Collect all lines from the records below that include the word "main".

(Records from a data source)

-*-

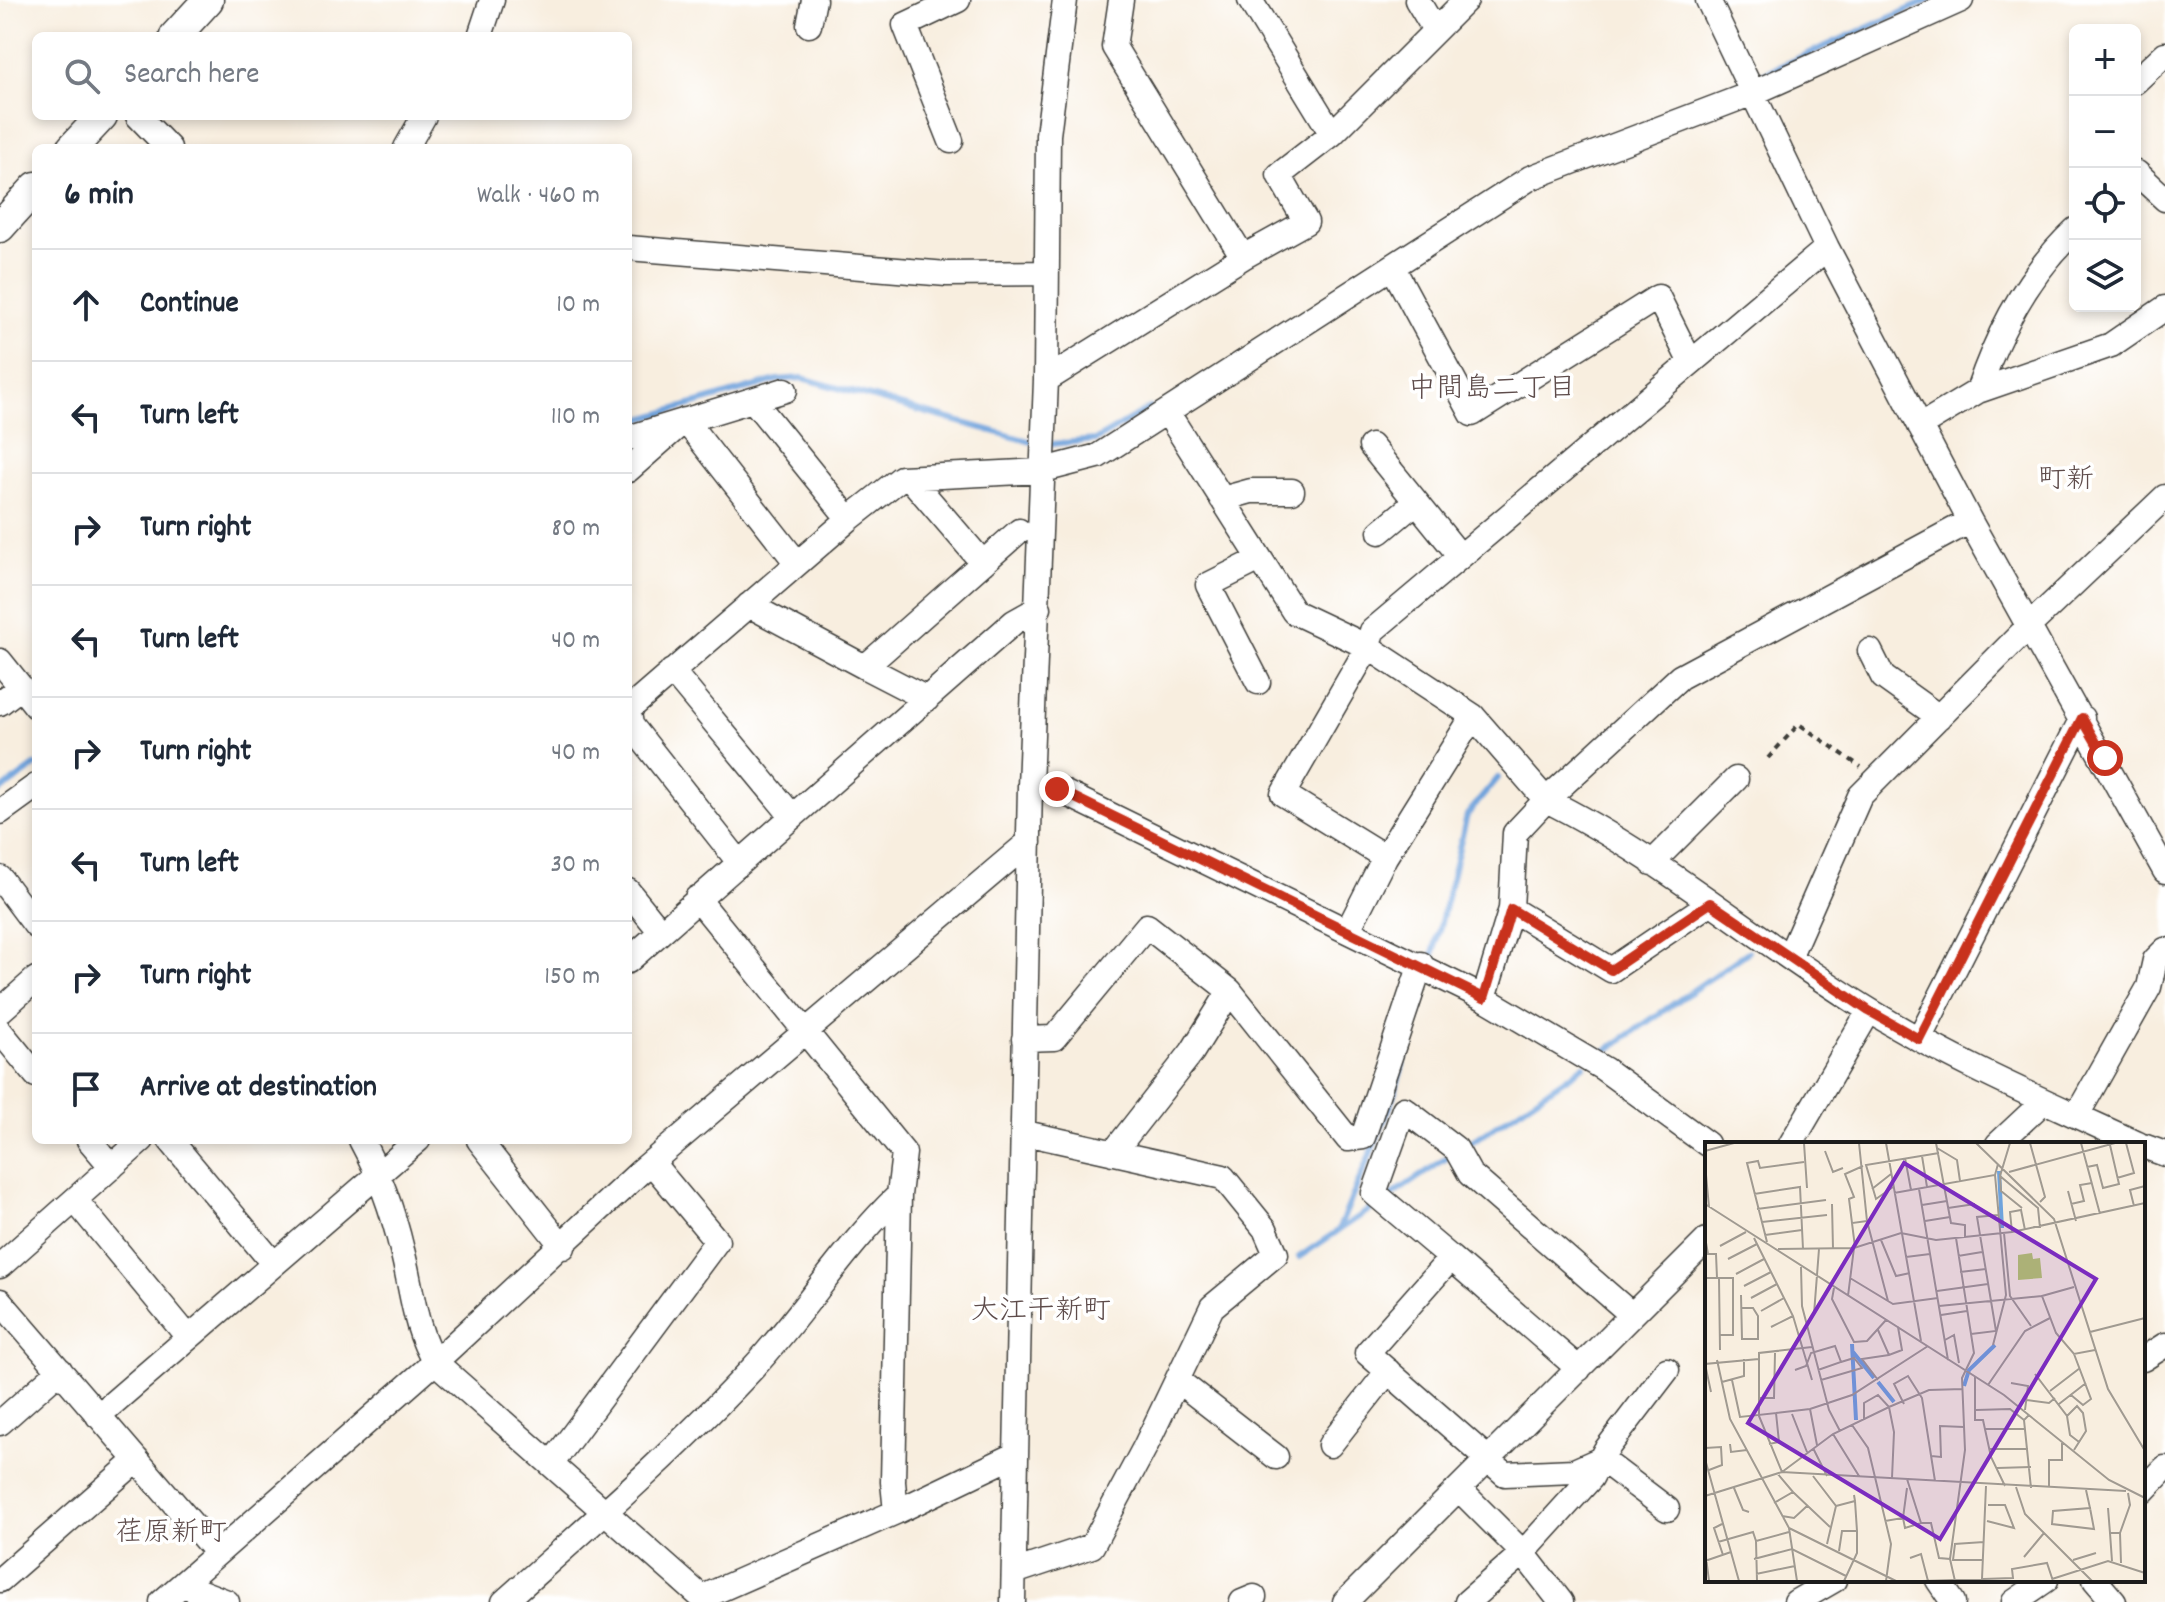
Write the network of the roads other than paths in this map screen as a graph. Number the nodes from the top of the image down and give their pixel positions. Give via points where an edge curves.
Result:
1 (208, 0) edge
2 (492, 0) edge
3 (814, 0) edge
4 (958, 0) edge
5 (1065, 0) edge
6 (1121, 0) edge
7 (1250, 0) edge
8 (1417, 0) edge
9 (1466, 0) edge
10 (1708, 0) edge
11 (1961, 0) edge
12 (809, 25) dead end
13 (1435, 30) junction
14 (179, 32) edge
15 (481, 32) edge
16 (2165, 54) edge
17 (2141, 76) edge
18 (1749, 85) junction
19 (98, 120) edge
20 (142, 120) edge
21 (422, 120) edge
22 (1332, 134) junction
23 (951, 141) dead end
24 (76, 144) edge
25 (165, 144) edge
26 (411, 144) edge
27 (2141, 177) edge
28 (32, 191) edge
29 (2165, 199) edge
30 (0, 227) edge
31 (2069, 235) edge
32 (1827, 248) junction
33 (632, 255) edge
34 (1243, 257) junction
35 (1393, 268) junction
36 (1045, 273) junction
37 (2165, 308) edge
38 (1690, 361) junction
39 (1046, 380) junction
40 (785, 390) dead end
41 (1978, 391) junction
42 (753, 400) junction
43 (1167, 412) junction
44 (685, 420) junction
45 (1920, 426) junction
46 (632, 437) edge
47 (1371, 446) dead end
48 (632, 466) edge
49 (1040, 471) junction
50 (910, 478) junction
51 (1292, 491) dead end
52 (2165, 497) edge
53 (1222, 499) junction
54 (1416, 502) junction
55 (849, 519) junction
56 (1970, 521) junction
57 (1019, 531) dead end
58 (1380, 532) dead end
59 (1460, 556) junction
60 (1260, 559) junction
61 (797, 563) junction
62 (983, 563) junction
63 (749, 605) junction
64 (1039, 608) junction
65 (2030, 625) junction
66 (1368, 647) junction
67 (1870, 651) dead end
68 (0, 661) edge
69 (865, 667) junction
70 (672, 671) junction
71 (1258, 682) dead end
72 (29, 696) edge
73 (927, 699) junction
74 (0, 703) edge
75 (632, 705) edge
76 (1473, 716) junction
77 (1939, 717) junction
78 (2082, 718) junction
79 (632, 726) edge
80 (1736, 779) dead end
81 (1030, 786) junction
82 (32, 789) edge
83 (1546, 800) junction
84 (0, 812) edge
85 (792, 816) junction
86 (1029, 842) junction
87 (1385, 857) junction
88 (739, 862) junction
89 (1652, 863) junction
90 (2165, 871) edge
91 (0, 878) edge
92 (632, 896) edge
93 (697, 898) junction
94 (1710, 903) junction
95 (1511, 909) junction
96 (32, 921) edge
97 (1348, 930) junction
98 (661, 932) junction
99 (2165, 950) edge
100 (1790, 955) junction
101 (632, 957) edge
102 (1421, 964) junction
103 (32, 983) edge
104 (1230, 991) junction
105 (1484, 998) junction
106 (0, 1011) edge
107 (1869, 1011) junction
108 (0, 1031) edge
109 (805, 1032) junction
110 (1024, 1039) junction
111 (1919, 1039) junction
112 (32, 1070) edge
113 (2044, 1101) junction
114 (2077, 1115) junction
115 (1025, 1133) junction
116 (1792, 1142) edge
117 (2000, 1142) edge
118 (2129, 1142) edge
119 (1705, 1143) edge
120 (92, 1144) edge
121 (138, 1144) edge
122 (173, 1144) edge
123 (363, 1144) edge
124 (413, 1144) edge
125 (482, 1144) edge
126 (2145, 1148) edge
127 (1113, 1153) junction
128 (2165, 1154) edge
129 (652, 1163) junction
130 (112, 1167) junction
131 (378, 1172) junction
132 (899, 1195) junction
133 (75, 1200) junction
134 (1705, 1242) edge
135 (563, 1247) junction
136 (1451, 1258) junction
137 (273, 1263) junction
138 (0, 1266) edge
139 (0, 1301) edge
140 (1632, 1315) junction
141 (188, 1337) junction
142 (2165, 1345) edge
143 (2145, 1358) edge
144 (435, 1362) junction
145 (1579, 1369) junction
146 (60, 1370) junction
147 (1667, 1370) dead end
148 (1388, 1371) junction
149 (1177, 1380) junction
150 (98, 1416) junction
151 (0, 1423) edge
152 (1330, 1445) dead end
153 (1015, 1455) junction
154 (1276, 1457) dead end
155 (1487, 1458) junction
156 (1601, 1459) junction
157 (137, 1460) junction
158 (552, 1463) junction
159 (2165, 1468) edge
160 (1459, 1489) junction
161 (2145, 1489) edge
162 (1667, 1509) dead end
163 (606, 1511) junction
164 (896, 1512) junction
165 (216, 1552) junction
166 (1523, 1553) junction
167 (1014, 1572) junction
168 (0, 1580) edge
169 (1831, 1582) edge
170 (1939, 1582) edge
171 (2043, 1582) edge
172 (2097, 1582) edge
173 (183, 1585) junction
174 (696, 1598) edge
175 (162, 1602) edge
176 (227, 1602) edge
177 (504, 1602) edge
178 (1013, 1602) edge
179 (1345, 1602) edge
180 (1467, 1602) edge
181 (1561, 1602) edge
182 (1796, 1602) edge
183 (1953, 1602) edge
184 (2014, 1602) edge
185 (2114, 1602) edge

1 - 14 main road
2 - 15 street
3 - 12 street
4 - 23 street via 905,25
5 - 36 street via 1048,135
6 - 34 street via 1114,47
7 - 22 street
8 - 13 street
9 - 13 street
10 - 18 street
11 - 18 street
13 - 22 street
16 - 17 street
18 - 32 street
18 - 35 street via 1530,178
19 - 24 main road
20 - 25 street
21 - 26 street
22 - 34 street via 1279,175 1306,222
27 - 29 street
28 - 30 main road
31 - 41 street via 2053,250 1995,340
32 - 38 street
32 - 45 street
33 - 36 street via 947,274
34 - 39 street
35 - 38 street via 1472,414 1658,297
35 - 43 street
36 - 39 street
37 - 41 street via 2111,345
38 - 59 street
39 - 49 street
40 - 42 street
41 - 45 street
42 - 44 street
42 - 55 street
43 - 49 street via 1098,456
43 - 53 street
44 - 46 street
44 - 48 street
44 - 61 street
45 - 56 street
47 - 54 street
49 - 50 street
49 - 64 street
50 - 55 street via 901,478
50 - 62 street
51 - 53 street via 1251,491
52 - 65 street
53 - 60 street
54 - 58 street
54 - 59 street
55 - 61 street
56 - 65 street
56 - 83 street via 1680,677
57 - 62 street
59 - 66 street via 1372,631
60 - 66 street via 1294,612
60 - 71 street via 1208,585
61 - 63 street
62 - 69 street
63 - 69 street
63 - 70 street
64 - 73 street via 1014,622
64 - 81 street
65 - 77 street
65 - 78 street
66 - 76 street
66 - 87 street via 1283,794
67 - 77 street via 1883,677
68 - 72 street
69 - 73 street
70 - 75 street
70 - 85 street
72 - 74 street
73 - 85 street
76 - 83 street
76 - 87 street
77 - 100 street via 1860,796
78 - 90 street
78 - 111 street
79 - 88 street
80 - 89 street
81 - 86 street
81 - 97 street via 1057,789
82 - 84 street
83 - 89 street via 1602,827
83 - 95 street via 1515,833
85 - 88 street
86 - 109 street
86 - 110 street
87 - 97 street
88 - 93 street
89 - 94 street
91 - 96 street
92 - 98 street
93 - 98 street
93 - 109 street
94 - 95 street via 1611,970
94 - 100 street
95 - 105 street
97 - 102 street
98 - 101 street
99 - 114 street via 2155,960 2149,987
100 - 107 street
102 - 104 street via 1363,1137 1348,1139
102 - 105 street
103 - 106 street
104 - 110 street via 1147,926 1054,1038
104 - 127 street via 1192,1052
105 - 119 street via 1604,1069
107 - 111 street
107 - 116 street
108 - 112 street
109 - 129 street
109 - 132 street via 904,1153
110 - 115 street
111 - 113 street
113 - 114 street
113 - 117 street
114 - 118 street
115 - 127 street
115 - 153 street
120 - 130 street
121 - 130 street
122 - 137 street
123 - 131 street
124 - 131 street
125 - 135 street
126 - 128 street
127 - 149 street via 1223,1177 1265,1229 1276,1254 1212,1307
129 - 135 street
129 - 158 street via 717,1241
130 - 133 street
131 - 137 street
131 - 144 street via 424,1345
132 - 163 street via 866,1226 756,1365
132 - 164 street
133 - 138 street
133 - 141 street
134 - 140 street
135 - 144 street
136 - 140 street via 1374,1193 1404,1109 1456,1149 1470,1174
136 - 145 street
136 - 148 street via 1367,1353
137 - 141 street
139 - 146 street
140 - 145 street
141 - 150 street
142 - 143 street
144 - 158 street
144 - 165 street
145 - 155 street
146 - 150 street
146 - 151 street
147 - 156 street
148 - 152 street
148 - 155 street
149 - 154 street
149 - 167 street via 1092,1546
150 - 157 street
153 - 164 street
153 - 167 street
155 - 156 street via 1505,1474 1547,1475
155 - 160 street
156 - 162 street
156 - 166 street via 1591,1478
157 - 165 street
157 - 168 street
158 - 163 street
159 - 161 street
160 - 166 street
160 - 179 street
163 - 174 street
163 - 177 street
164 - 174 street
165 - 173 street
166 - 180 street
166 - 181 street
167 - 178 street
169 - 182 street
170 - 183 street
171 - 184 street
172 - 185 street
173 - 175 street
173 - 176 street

-*-

__OUTPUT__
1 - 14 main road
19 - 24 main road
28 - 30 main road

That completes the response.